Following receipt of your information, our office met with [the Department] and [Achieve] to discuss the information you provided. The outcome of these meetings resulted in an agreement that [Achieve] would be the subject of an external investigation and Review. Our office will monitor this Review which will broadly cover service practices, systems and governance at Achieve.
  1. In my view, the evidence supports a finding that it was no co-incidence that the Ombudsman invited Achieve to participate in a Review in the months following Ms Seach's complaint, notwithstanding that it chose to characterise the matter as an 'own motion' complaint in early correspondence with Achieve. It is likely that without Ms Seach's complaint the Ombudsman would not have undertaken the Review and therefore there would have been no Report. Further, in my view, the Ombudsman's decision to describe the matter as a 'own motion complaint' and to effectively outsource the investigation does not detract from the fact that the Ombudsman was 'handling' the Complaint. I accept that the Review was undertaken and the Report created in relation to the Ombudsman's handling and investigation of the Complaint.

  1. Even if the Complaint did not give rise to the Review (and Report) the Ombudsman exercised its powers of investigation which ultimately resulted in the Review and Report.

Was the Report also the Department's information?

  1. I accept that the Department paid for the Review and Report and that it had a significant role in determining the methodology for the Review.
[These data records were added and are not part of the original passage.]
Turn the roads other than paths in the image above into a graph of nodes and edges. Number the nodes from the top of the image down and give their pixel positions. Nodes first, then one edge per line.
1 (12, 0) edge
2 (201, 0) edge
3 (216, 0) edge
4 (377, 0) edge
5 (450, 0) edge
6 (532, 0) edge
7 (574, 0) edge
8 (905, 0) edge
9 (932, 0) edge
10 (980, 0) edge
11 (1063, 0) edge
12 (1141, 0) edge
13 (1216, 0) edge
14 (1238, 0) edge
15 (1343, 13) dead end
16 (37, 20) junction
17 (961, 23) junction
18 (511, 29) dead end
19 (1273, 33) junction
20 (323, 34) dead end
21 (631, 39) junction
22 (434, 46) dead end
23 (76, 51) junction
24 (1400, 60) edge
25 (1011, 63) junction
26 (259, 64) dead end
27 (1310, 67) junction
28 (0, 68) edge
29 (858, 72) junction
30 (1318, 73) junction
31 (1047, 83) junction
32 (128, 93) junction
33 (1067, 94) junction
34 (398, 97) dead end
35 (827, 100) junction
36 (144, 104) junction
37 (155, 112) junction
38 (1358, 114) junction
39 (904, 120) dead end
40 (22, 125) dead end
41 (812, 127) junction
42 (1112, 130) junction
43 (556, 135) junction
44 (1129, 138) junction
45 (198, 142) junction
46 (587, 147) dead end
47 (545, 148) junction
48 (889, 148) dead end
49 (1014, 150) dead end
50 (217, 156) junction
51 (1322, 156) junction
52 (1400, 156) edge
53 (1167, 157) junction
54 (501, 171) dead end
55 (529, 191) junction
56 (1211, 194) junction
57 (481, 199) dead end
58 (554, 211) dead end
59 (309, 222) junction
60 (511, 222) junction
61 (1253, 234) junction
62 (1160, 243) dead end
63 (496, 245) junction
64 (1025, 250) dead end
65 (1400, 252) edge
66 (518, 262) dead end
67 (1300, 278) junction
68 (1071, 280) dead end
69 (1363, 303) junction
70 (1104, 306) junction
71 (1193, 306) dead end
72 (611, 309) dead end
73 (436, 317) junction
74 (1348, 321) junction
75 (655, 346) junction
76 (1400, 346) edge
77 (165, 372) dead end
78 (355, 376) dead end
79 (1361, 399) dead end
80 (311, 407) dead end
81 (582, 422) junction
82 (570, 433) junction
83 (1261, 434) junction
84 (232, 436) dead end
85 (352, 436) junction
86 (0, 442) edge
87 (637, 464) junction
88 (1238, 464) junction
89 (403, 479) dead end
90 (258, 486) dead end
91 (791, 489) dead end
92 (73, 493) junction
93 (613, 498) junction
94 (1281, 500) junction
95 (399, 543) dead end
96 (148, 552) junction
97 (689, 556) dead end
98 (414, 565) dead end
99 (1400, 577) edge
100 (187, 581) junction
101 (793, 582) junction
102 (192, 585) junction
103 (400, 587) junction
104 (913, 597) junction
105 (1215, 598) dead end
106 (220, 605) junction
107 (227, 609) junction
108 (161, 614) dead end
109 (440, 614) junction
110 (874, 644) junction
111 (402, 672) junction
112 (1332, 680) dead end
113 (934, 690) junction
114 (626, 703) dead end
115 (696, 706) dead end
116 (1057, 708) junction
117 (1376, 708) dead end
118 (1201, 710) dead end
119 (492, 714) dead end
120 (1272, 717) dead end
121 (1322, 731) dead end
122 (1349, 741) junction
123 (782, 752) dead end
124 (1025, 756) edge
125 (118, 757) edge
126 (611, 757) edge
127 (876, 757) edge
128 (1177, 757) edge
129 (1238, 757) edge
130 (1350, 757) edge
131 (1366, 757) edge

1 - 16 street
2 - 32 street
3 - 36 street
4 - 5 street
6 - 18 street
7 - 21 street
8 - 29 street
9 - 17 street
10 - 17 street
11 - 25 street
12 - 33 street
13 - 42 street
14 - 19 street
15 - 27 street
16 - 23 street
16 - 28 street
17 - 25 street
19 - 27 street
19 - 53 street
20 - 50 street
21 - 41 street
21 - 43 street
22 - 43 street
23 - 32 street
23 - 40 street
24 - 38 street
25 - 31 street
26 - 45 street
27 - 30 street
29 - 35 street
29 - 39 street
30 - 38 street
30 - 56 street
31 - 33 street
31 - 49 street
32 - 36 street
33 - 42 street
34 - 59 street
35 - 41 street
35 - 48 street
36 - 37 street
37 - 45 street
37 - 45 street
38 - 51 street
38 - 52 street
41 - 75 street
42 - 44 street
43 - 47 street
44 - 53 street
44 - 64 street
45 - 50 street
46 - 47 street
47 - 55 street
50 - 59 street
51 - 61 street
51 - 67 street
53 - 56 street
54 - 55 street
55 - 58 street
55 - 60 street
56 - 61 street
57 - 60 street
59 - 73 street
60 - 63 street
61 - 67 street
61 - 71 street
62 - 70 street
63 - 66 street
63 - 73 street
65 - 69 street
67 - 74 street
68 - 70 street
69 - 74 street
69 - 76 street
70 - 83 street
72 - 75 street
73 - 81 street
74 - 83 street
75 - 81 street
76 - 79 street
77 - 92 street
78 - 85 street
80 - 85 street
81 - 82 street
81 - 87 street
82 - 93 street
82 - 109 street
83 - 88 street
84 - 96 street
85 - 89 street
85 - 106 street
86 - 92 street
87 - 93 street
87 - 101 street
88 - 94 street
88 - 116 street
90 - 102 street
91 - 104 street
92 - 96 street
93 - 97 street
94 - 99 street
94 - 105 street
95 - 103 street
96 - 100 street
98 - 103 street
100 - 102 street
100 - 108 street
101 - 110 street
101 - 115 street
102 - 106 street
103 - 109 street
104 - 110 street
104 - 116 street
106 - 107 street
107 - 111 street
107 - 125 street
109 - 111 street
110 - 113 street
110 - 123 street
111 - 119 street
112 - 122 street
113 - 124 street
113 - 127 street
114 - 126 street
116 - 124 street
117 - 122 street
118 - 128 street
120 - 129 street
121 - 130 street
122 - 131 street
There is some inconsistency in the Report recording that it was commissioned by both the Department and the Ombudsman, and the reference in the internal review that the Report was prepared solely for the use of the Department. Having regard to the available evidence, it was clearly not a matter of the Ombudsman referring the Complaint onto the Department and then taking no further part in the Review process. I accept too that the Department had responsibility for reviewing and agreeing to the action plan submitted by Achieve following the Report.

  1. Recently, in Pertsinidis v Illawarra Shoalhaven Local Health District [2014] NSWCATAD 130, the Tribunal considered the Schedule 2 exclusion in relation to the complaint handling and investigative function of the Health Care Complaints Commission. SM Montgomery found that the relevant information had not been prepared for the sole purpose of the HCCC's complaint handling and investigative function, but nonetheless had been obtained in the exercise of the HCCC's investigative function and therefore amounted to 'excluded information'.
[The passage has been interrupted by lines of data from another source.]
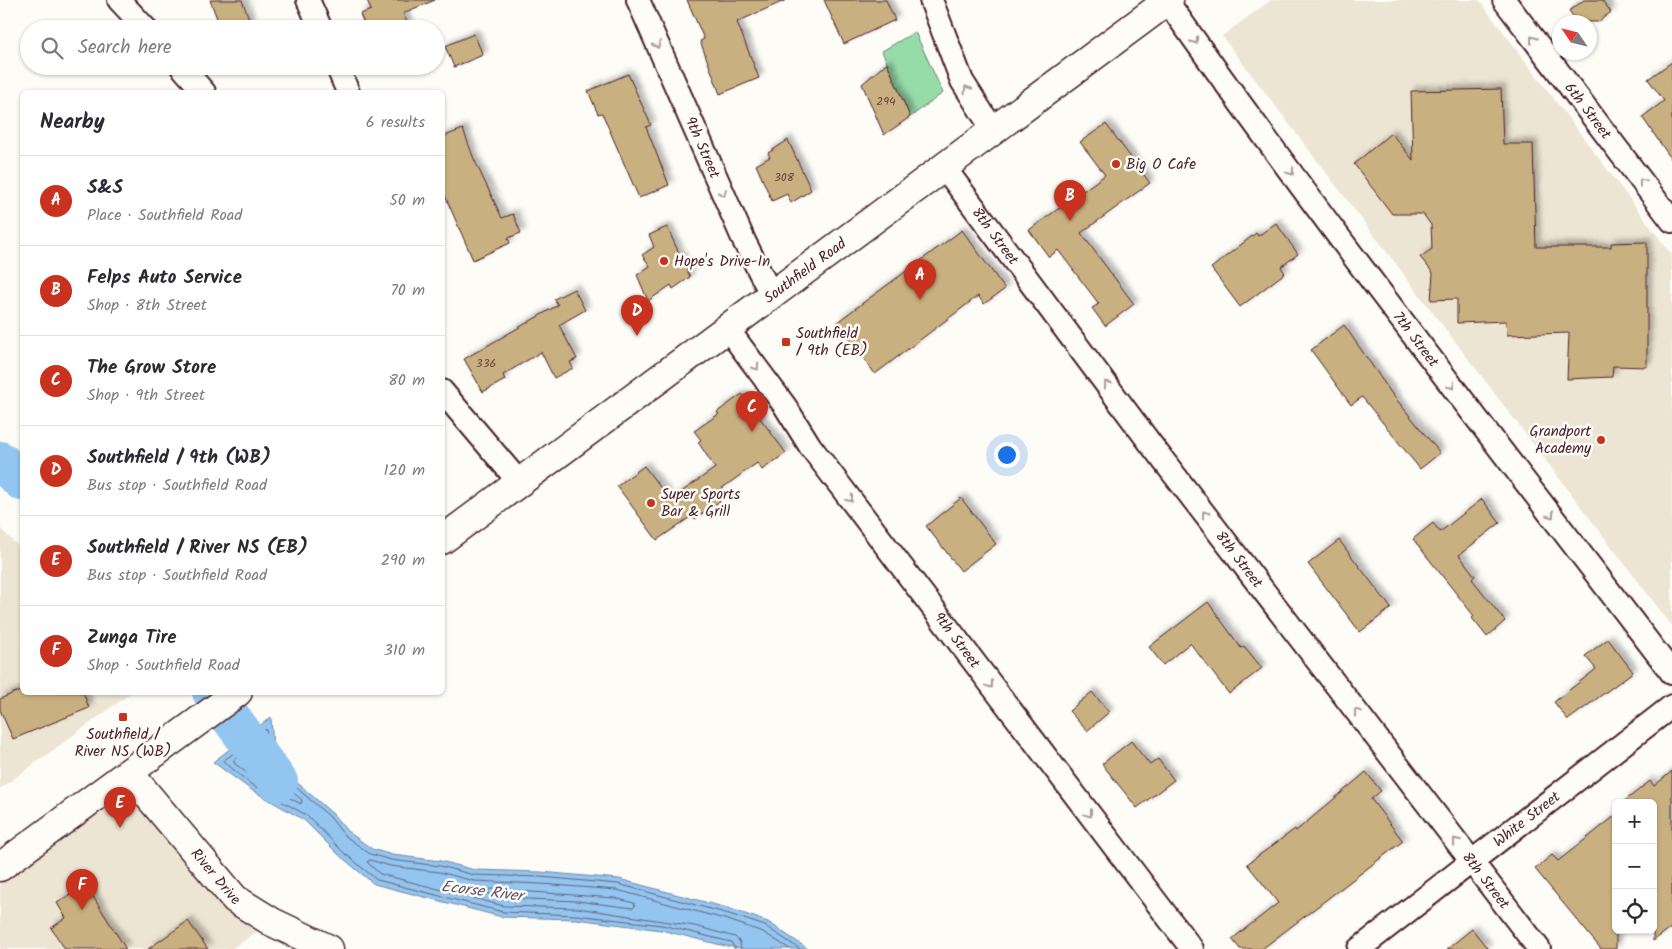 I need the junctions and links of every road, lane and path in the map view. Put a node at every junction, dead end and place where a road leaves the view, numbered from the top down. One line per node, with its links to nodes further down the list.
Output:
1 (118, 0): 7 (street)
2 (308, 0): 8 (street)
3 (638, 0): 16 (street, 9th Street, one-way to 16)
4 (931, 0): 13 (street, one-way to 4)
5 (1504, 0): 15 (street, 6th Street, one-way to 5)
6 (1168, 1): 13 (main road, Southfield Road); 21 (street, 7th Street, one-way to 21)
7 (137, 20)
8 (317, 20)
9 (189, 75): 11 (street)
10 (341, 75): 12 (street)
11 (202, 90)
12 (347, 90)
13 (993, 130): 14 (main road, Southfield Road)
14 (944, 167): 16 (main road, Southfield Road); 25 (street, 8th Street, one-way to 14)
15 (1672, 221)
16 (772, 294): 17 (main road, Southfield Road)
17 (727, 328): 19 (main road, Southfield Road); 28 (street, 9th Street, one-way to 28)
18 (445, 392): 19 (street)
19 (519, 482): 20 (main road, Southfield Road)
20 (445, 538)
21 (1672, 673)
22 (234, 695): 24 (main road)
23 (1672, 706): 25 (street, White Street)
24 (129, 773): 26 (main road); 27 (main road, River Drive)
25 (1471, 862): 29 (street, White Street); 30 (street, 8th Street)
26 (0, 867)
27 (328, 949)
28 (1192, 949)
29 (1359, 949)
30 (1539, 949)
  1. Even if it could be said that the Report were prepared for the Department's purpose, as well as being prepared in connection with the Ombudsman's complaint handling and/or investigative functions, the information remains 'excluded': per Pertsinidis.

  1. As in the case of the applicant in Pertsinidis, I do not think Ms Seach's interest is merely one of curiosity. It is open to the Ombudsman to consent to the release of the Report to her, but the Respondent did not seek the Ombudsman's view. In any event, the Ombudsman appears to have already informed Ms Seach that it will not release the Report to her. There is no utility now in requiring the Respondent to seek the views of the Ombudsman.

  1. Having come to the view that the Report is excluded information under s.43(1) of the GIPA Act Ms Seach's GIPA application is not a valid access application pursuant to s.43(2) of the GIPA Act.

DECISION

  1. The decision under review is set aside and the Tribunal decides in substitution that Ms Seach's access application is not a valid access application pursuant to s.43(2) of the GIPA Act.

**********

I hereby certify that this is a true and accurate record of the reasons for decision of the Civil and Administrative Tribunal of New South Wales.